(EXCERPTED DATA begins)
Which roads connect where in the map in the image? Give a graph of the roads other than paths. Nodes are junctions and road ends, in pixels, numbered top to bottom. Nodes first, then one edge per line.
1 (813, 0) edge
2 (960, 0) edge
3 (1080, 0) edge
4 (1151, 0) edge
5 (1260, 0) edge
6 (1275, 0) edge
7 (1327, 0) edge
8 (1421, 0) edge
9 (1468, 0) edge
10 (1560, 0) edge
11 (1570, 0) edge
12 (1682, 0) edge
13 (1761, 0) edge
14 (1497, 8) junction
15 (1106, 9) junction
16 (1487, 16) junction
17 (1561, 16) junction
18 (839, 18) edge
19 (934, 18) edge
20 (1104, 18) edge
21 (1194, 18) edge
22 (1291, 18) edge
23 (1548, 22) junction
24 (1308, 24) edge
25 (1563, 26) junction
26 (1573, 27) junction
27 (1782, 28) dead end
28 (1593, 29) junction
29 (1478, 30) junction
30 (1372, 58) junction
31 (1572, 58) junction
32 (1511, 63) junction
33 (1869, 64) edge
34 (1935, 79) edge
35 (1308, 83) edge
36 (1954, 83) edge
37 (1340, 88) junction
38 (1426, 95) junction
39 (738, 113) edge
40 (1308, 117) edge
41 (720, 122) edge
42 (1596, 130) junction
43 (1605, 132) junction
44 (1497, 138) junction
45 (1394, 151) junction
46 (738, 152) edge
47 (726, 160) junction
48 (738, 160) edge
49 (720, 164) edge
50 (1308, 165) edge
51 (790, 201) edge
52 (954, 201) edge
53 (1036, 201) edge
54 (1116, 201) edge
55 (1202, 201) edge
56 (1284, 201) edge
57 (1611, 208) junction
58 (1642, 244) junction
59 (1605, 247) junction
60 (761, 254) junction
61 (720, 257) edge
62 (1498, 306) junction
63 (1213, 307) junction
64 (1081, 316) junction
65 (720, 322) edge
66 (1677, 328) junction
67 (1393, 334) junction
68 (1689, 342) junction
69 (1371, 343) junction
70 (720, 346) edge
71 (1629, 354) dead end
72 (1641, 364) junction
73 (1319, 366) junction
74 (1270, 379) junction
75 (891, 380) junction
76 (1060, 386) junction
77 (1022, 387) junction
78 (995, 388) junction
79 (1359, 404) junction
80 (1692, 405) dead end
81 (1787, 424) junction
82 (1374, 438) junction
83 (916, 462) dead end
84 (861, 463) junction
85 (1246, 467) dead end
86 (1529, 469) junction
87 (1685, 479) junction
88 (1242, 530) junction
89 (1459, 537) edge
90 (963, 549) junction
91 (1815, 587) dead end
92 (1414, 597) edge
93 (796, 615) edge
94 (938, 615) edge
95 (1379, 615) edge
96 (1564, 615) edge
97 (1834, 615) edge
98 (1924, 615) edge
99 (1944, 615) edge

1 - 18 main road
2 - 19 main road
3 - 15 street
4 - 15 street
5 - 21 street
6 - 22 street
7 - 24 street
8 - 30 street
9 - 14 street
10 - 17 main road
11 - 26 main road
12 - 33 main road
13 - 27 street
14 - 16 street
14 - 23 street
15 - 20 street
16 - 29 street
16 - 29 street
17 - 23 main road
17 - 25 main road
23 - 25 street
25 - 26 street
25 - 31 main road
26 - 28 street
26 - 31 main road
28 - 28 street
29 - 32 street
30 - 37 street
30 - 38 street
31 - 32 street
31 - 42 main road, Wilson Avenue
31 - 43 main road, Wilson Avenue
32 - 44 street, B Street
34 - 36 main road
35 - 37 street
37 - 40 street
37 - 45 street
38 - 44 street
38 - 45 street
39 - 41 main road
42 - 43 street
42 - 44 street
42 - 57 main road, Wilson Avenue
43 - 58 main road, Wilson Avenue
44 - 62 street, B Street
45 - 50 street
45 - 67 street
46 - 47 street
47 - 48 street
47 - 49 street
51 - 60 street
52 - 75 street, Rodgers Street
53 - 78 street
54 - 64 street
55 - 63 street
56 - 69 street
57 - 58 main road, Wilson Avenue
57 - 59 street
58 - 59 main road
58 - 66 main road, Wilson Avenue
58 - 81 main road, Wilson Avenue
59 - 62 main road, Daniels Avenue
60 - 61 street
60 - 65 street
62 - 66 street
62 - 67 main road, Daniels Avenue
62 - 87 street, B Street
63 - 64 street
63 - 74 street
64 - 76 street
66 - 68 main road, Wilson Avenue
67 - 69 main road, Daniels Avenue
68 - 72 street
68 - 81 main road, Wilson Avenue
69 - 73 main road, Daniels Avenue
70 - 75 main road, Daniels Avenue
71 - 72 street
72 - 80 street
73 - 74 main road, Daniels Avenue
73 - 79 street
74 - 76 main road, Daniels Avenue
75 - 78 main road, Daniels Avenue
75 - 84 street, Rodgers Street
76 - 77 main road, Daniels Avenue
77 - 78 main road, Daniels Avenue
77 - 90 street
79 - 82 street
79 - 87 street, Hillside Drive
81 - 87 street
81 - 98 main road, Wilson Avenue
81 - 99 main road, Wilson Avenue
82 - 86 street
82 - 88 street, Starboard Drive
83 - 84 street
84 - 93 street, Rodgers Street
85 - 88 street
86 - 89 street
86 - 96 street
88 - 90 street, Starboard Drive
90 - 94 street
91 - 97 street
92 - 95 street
(EXCERPTED DATA ends)
## TO DO
The records must be given again in full, exactly as shown.

## RESULT
Which roads connect where in the map in the image? Give a graph of the roads other than paths. Nodes are junctions and road ends, in pixels, numbered top to bottom. Nodes first, then one edge per line.
1 (813, 0) edge
2 (960, 0) edge
3 (1080, 0) edge
4 (1151, 0) edge
5 (1260, 0) edge
6 (1275, 0) edge
7 (1327, 0) edge
8 (1421, 0) edge
9 (1468, 0) edge
10 (1560, 0) edge
11 (1570, 0) edge
12 (1682, 0) edge
13 (1761, 0) edge
14 (1497, 8) junction
15 (1106, 9) junction
16 (1487, 16) junction
17 (1561, 16) junction
18 (839, 18) edge
19 (934, 18) edge
20 (1104, 18) edge
21 (1194, 18) edge
22 (1291, 18) edge
23 (1548, 22) junction
24 (1308, 24) edge
25 (1563, 26) junction
26 (1573, 27) junction
27 (1782, 28) dead end
28 (1593, 29) junction
29 (1478, 30) junction
30 (1372, 58) junction
31 (1572, 58) junction
32 (1511, 63) junction
33 (1869, 64) edge
34 (1935, 79) edge
35 (1308, 83) edge
36 (1954, 83) edge
37 (1340, 88) junction
38 (1426, 95) junction
39 (738, 113) edge
40 (1308, 117) edge
41 (720, 122) edge
42 (1596, 130) junction
43 (1605, 132) junction
44 (1497, 138) junction
45 (1394, 151) junction
46 (738, 152) edge
47 (726, 160) junction
48 (738, 160) edge
49 (720, 164) edge
50 (1308, 165) edge
51 (790, 201) edge
52 (954, 201) edge
53 (1036, 201) edge
54 (1116, 201) edge
55 (1202, 201) edge
56 (1284, 201) edge
57 (1611, 208) junction
58 (1642, 244) junction
59 (1605, 247) junction
60 (761, 254) junction
61 (720, 257) edge
62 (1498, 306) junction
63 (1213, 307) junction
64 (1081, 316) junction
65 (720, 322) edge
66 (1677, 328) junction
67 (1393, 334) junction
68 (1689, 342) junction
69 (1371, 343) junction
70 (720, 346) edge
71 (1629, 354) dead end
72 (1641, 364) junction
73 (1319, 366) junction
74 (1270, 379) junction
75 (891, 380) junction
76 (1060, 386) junction
77 (1022, 387) junction
78 (995, 388) junction
79 (1359, 404) junction
80 (1692, 405) dead end
81 (1787, 424) junction
82 (1374, 438) junction
83 (916, 462) dead end
84 (861, 463) junction
85 (1246, 467) dead end
86 (1529, 469) junction
87 (1685, 479) junction
88 (1242, 530) junction
89 (1459, 537) edge
90 (963, 549) junction
91 (1815, 587) dead end
92 (1414, 597) edge
93 (796, 615) edge
94 (938, 615) edge
95 (1379, 615) edge
96 (1564, 615) edge
97 (1834, 615) edge
98 (1924, 615) edge
99 (1944, 615) edge

1 - 18 main road
2 - 19 main road
3 - 15 street
4 - 15 street
5 - 21 street
6 - 22 street
7 - 24 street
8 - 30 street
9 - 14 street
10 - 17 main road
11 - 26 main road
12 - 33 main road
13 - 27 street
14 - 16 street
14 - 23 street
15 - 20 street
16 - 29 street
16 - 29 street
17 - 23 main road
17 - 25 main road
23 - 25 street
25 - 26 street
25 - 31 main road
26 - 28 street
26 - 31 main road
28 - 28 street
29 - 32 street
30 - 37 street
30 - 38 street
31 - 32 street
31 - 42 main road, Wilson Avenue
31 - 43 main road, Wilson Avenue
32 - 44 street, B Street
34 - 36 main road
35 - 37 street
37 - 40 street
37 - 45 street
38 - 44 street
38 - 45 street
39 - 41 main road
42 - 43 street
42 - 44 street
42 - 57 main road, Wilson Avenue
43 - 58 main road, Wilson Avenue
44 - 62 street, B Street
45 - 50 street
45 - 67 street
46 - 47 street
47 - 48 street
47 - 49 street
51 - 60 street
52 - 75 street, Rodgers Street
53 - 78 street
54 - 64 street
55 - 63 street
56 - 69 street
57 - 58 main road, Wilson Avenue
57 - 59 street
58 - 59 main road
58 - 66 main road, Wilson Avenue
58 - 81 main road, Wilson Avenue
59 - 62 main road, Daniels Avenue
60 - 61 street
60 - 65 street
62 - 66 street
62 - 67 main road, Daniels Avenue
62 - 87 street, B Street
63 - 64 street
63 - 74 street
64 - 76 street
66 - 68 main road, Wilson Avenue
67 - 69 main road, Daniels Avenue
68 - 72 street
68 - 81 main road, Wilson Avenue
69 - 73 main road, Daniels Avenue
70 - 75 main road, Daniels Avenue
71 - 72 street
72 - 80 street
73 - 74 main road, Daniels Avenue
73 - 79 street
74 - 76 main road, Daniels Avenue
75 - 78 main road, Daniels Avenue
75 - 84 street, Rodgers Street
76 - 77 main road, Daniels Avenue
77 - 78 main road, Daniels Avenue
77 - 90 street
79 - 82 street
79 - 87 street, Hillside Drive
81 - 87 street
81 - 98 main road, Wilson Avenue
81 - 99 main road, Wilson Avenue
82 - 86 street
82 - 88 street, Starboard Drive
83 - 84 street
84 - 93 street, Rodgers Street
85 - 88 street
86 - 89 street
86 - 96 street
88 - 90 street, Starboard Drive
90 - 94 street
91 - 97 street
92 - 95 street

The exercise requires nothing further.